Four Universities in Singapore Hacked
An Iranian hacking syndicate has allegedly attacked four universities in Singapore and pilfered more than 31 terabytes of academic data and intellectual property from varsities all over the world.
According to reports, 52 staff accounts across Nanyang Technological University (NTU), National University of Singapore (NUS), Singapore Management University (SMU) and Singapore University of Technology and Design (SUTD) were breached.
The Cyber Security Agency (CSA) of Singapore and Ministry of Education (MOE) in a joint statement had said the nine Iranians allegedly responsible for the attacks have been charged in the United States for attempting to hack into 144 US and 176 foreign universities across 21 countries – including those in Singapore – on behest of the Iranian government, the US Department of Justice said in a statement on March 23.
“The universities have stepped up their vigilance and users have been advised to change their passwords immediately,” said the agencies.
The CSA statement also said that the incident did not appear linked to the 2017 cyber attack on NUS and NTU networks and “at this time” there was no evidence that sensitive information had been breached.

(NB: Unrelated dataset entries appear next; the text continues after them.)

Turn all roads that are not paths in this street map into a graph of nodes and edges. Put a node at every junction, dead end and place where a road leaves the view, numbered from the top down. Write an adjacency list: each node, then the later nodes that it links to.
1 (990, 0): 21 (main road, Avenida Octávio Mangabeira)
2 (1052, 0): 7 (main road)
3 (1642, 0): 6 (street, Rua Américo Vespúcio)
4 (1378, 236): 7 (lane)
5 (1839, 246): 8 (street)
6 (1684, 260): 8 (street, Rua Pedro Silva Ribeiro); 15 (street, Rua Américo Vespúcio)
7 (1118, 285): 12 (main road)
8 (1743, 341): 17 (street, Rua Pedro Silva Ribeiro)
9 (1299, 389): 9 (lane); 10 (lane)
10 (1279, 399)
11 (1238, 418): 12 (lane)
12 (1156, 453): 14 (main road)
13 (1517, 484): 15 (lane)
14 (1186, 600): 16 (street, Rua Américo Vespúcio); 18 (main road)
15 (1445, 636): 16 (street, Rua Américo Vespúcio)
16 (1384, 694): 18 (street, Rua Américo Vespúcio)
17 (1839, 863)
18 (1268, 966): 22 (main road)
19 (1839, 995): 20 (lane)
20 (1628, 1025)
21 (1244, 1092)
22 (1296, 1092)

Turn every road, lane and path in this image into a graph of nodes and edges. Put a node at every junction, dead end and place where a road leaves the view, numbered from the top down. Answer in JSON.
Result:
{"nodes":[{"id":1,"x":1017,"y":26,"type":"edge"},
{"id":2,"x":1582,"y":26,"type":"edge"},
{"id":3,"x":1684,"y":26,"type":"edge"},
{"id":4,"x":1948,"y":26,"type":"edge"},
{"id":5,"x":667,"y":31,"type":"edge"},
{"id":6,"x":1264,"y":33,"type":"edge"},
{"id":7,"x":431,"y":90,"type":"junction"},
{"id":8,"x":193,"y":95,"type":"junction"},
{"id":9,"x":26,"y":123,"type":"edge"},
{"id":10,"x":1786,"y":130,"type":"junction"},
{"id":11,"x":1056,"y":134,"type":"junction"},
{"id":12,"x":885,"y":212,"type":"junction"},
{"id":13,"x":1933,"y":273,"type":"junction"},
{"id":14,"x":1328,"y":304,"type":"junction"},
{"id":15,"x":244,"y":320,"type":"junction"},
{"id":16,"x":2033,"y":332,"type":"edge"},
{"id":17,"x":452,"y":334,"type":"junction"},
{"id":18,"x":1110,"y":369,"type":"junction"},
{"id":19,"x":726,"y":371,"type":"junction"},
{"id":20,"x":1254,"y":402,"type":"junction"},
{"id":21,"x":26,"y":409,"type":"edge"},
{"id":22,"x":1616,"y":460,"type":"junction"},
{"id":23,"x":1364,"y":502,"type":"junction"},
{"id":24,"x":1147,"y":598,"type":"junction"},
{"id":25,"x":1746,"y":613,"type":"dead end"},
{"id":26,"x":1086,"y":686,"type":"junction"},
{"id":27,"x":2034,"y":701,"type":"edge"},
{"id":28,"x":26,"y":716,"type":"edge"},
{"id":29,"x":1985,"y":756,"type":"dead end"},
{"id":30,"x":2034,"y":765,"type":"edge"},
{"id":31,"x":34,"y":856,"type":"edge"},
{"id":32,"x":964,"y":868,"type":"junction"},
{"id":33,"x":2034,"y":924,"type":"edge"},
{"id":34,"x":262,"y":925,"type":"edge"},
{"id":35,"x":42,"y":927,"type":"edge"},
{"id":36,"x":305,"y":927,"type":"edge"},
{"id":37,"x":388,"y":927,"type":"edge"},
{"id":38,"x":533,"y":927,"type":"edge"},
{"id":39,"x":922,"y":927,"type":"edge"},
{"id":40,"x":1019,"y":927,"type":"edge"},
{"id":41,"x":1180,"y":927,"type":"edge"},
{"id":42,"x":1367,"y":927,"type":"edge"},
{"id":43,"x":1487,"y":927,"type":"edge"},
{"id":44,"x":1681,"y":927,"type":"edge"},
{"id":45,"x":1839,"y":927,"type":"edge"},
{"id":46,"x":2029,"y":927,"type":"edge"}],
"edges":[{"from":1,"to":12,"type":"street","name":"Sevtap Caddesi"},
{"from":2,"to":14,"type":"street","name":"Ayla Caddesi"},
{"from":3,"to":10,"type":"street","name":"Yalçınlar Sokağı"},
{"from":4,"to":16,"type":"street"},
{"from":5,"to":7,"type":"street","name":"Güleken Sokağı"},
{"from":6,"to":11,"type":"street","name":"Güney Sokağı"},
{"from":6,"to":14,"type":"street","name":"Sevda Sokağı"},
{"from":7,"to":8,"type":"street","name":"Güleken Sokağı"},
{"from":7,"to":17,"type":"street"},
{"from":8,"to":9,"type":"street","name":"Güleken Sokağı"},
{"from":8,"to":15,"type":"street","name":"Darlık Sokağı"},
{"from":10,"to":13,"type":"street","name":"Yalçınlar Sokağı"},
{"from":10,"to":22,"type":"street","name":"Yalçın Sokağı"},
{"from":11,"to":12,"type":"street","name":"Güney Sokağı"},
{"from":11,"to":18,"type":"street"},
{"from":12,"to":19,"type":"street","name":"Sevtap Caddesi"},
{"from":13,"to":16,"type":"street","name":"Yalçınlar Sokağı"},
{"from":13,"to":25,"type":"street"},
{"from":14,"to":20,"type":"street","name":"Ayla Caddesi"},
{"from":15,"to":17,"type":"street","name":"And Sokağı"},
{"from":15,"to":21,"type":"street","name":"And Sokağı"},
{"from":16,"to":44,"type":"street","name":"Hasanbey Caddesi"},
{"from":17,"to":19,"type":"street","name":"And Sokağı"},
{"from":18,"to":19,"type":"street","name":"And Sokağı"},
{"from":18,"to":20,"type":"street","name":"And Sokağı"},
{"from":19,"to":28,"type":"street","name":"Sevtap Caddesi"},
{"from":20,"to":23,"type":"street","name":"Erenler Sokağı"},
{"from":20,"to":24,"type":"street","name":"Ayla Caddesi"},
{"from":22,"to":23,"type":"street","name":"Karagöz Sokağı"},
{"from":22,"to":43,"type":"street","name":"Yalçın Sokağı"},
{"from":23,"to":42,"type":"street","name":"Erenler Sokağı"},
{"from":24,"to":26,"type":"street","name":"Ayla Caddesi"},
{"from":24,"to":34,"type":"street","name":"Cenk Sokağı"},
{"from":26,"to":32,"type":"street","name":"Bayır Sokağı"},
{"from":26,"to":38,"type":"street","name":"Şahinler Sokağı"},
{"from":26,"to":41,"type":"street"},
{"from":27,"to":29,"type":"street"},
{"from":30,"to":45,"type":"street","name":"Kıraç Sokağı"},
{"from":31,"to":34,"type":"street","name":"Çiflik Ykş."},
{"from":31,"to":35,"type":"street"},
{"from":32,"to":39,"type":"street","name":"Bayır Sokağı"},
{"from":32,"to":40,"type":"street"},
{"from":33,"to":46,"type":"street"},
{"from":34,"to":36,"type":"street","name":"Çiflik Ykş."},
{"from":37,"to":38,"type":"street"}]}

Investigations revealed that the incident was a phishing attack where staff members were directed to a credential harvesting website to key in their login details. The credentials were then used to gain unauthorised access to the institutes’ library websites to obtain research articles published by staff members.
Following the alert from CSA and the MOE, the four universities said they had since reset passwords and scanned affected users’ computers. User accounts affected were mainly those of faculty members.
Internal investigations are also ongoing as the institutes continue to work with authorities on the matter.
According to US court documents, the nine Iranians believed to be responsible for the hacking are Gholamreza Rafatnejad, 38; Ehsan Mohammadi, 37; Abdollah Karima, also known as Vahid Karima, 39; Mostafa Sadeghi, 28; Seyed Ali Mirkarimi, 34; Mohammed Reza Sabahi, 26; Roozbeh Sabahi, 24; Abuzar Gohari Moqadam, 37; and Sajjad Tahmasebi, 30.
Charges against the group, which were made public on March 23, include several counts of identity theft, fraud and conspiracy to commit computer intrusions.
US Department of Justice
Investigations also revealed that the group was also accused of being linked to the Mabna Institute, an Iran-based company, which has conducted a coordinated campaign of cyber intrusions into computer systems since 2013, the US Department of Justice said in a statement.
The US courts have since termed the attacks as the “University Hacking Campaign” where research and data across all fields of research and academic disciplines, like science and technology, engineering, medical and social sciences were targeted.
The campaign targeted over 100,000 accounts of professors worldwide and approximately half of those targetted were at United States-based universities. The incident took place from 2013 to 2017
The court papers said about 8,000 professor accounts worldwide were compromised, of which about 3,768 belonged to academics from US-based universities.
The data and compromised account details were allegedly used to benefit the Iranian government, specifically the Islamic Revolutionary Guard Corps (IRGC), and other Iranian customers, including Iran-based universities, the US Justice Department said.
The identities of the hackers involved in the previous attacks on NUS and NTU in April 2017 have not been revealed but they were believed to have infiltrated the networks of the two institutions to steal government-related information. The universities are involved in government-linked projects for the defence, foreign affairs and transport sectors.
Earlier in 2017, in another cyber security attack, the personal data of 850 national servicemen and Ministry of Defence staff were stolen.